→ Task data:

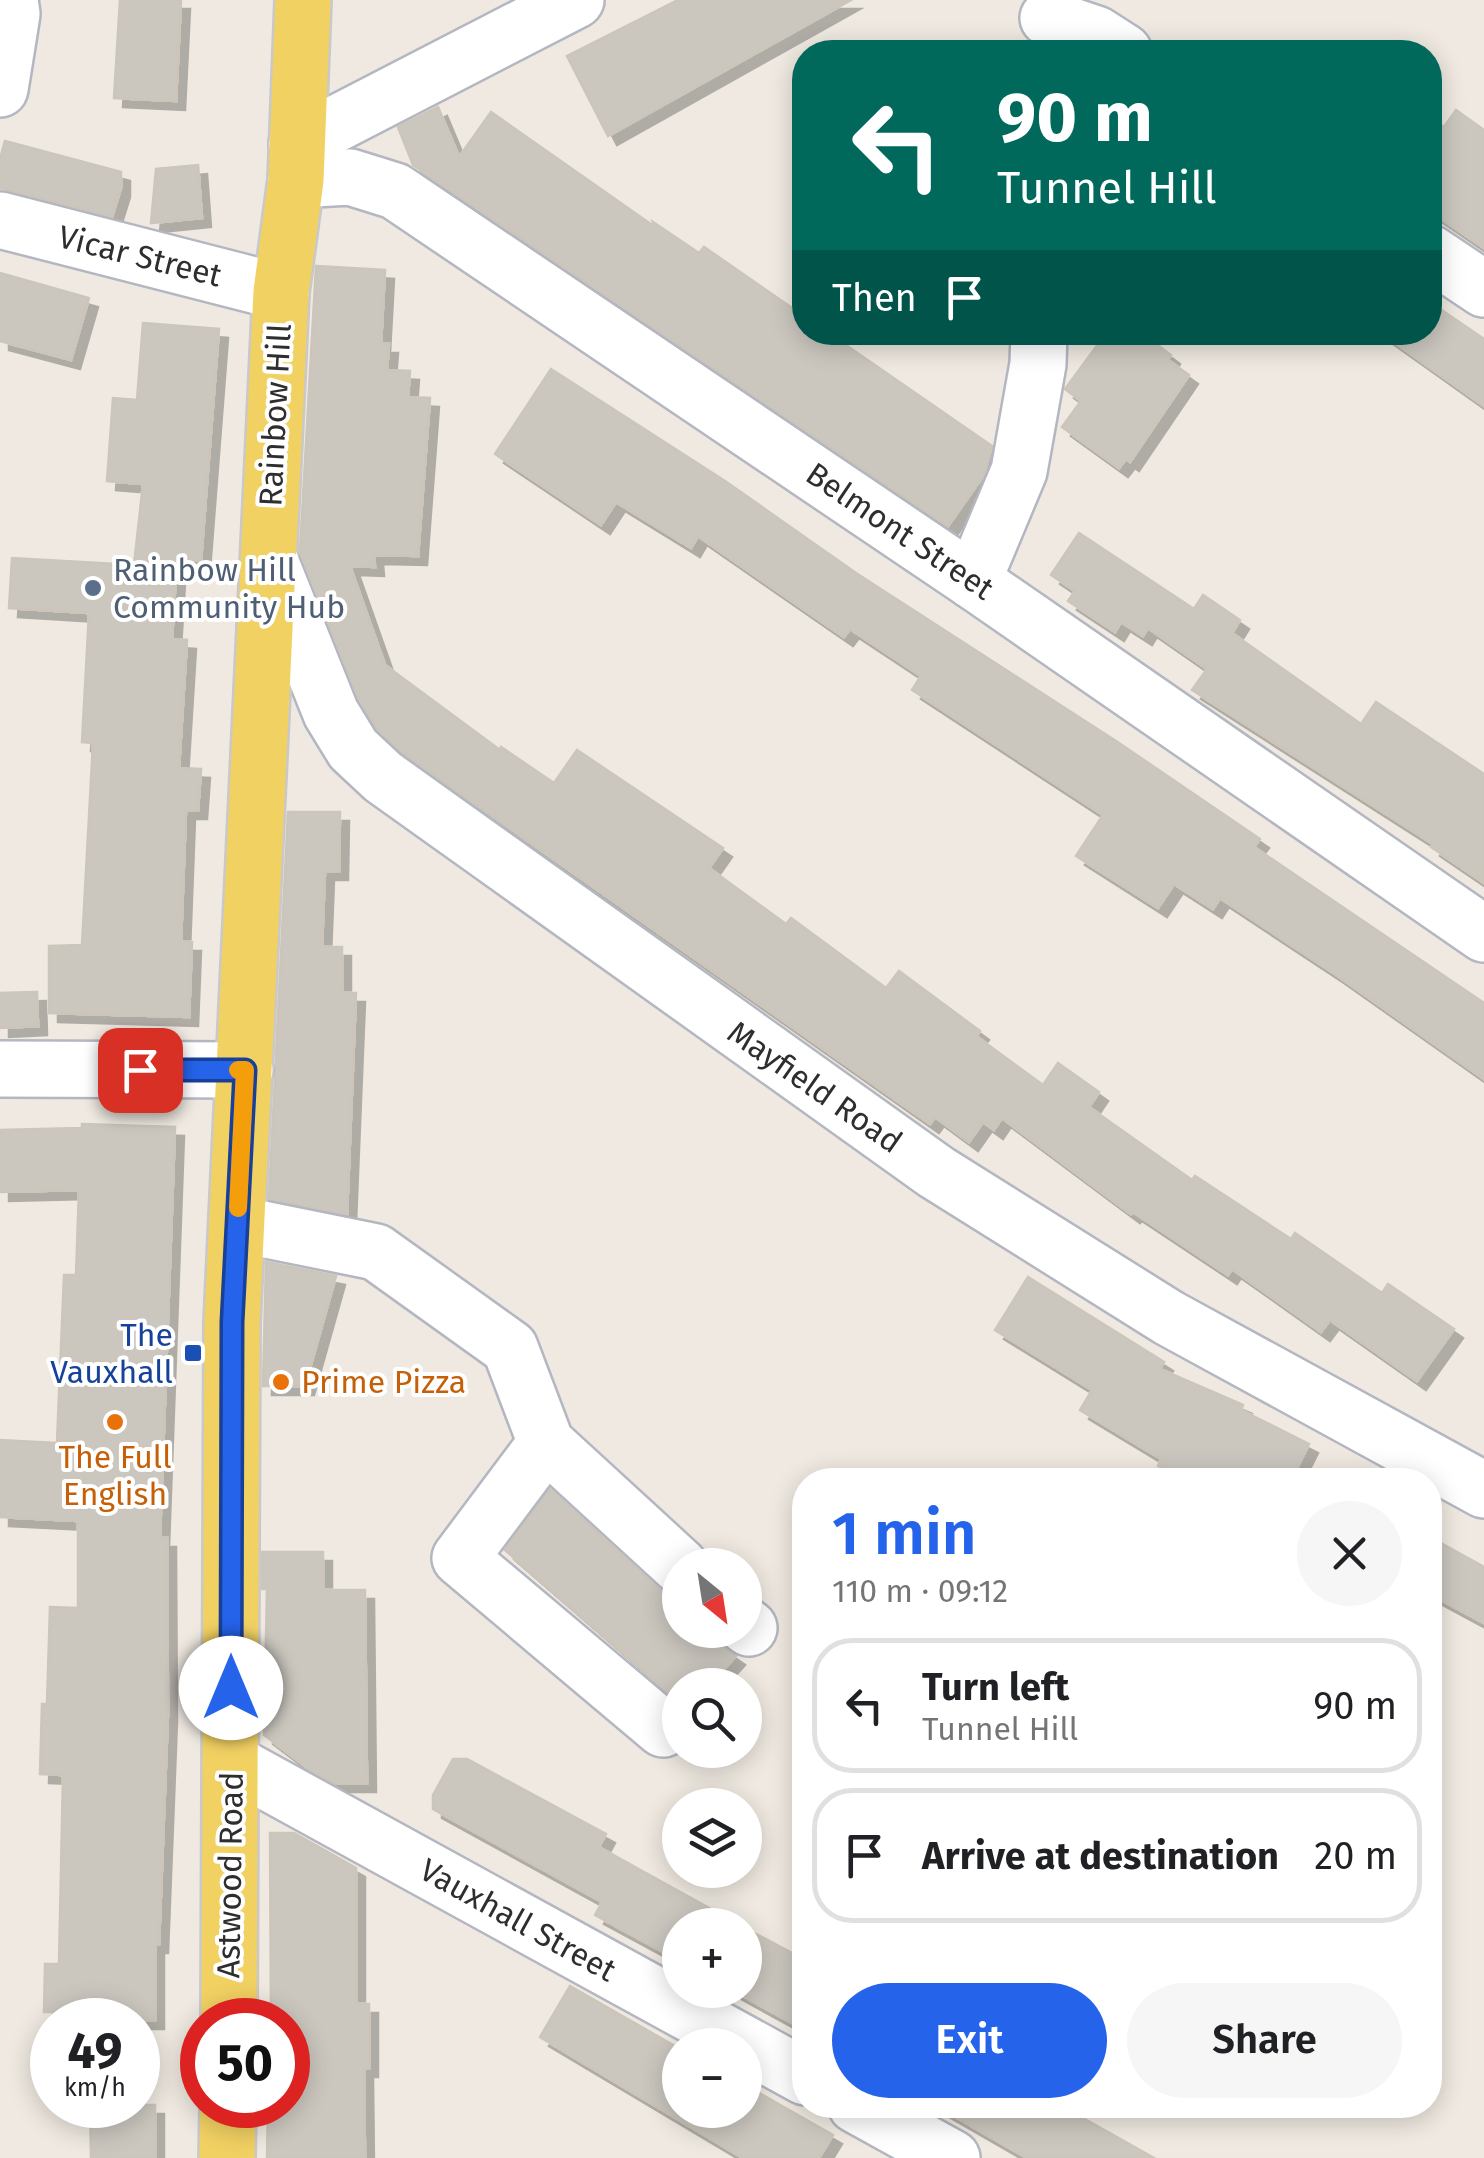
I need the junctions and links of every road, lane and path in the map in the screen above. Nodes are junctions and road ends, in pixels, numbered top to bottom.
1 (10, 0) edge
2 (303, 0) edge
3 (576, 0) edge
4 (1048, 24) edge
5 (1105, 40) edge
6 (0, 90) edge
7 (297, 162) junction
8 (0, 220) edge
9 (1442, 261) edge
10 (1484, 288) edge
11 (281, 292) junction
12 (1039, 345) edge
13 (268, 558) junction
14 (974, 581) junction
15 (1484, 934) edge
16 (0, 1070) edge
17 (245, 1070) junction
18 (237, 1224) junction
19 (546, 1444) junction
20 (1484, 1490) edge
21 (662, 1550) edge
22 (662, 1728) edge
23 (231, 1762) junction
24 (228, 1998) edge
25 (792, 2070) edge
26 (880, 2118) edge
27 (228, 2128) edge
28 (227, 2158) edge
29 (952, 2158) edge

1 - 6 street
2 - 7 main road, Rainbow Hill
3 - 7 street
4 - 5 street
7 - 11 main road, Rainbow Hill
7 - 14 street, Belmont Street
8 - 11 street, Vicar Street
9 - 10 street
11 - 13 main road, Rainbow Hill
12 - 14 street
13 - 17 main road, Rainbow Hill
13 - 20 street, Mayfield Road
14 - 15 street, Belmont Street
16 - 17 street
17 - 18 main road, Astwood Road
18 - 19 street
18 - 23 main road, Astwood Road
19 - 21 street
19 - 22 street
23 - 24 main road, Astwood Road
23 - 25 street, Vauxhall Street
26 - 29 street
27 - 28 main road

→ Assignment: Which lines of the data contain the word "Rainbow"? Copy each one.

→ Result for this task:
2 - 7 main road, Rainbow Hill
7 - 11 main road, Rainbow Hill
11 - 13 main road, Rainbow Hill
13 - 17 main road, Rainbow Hill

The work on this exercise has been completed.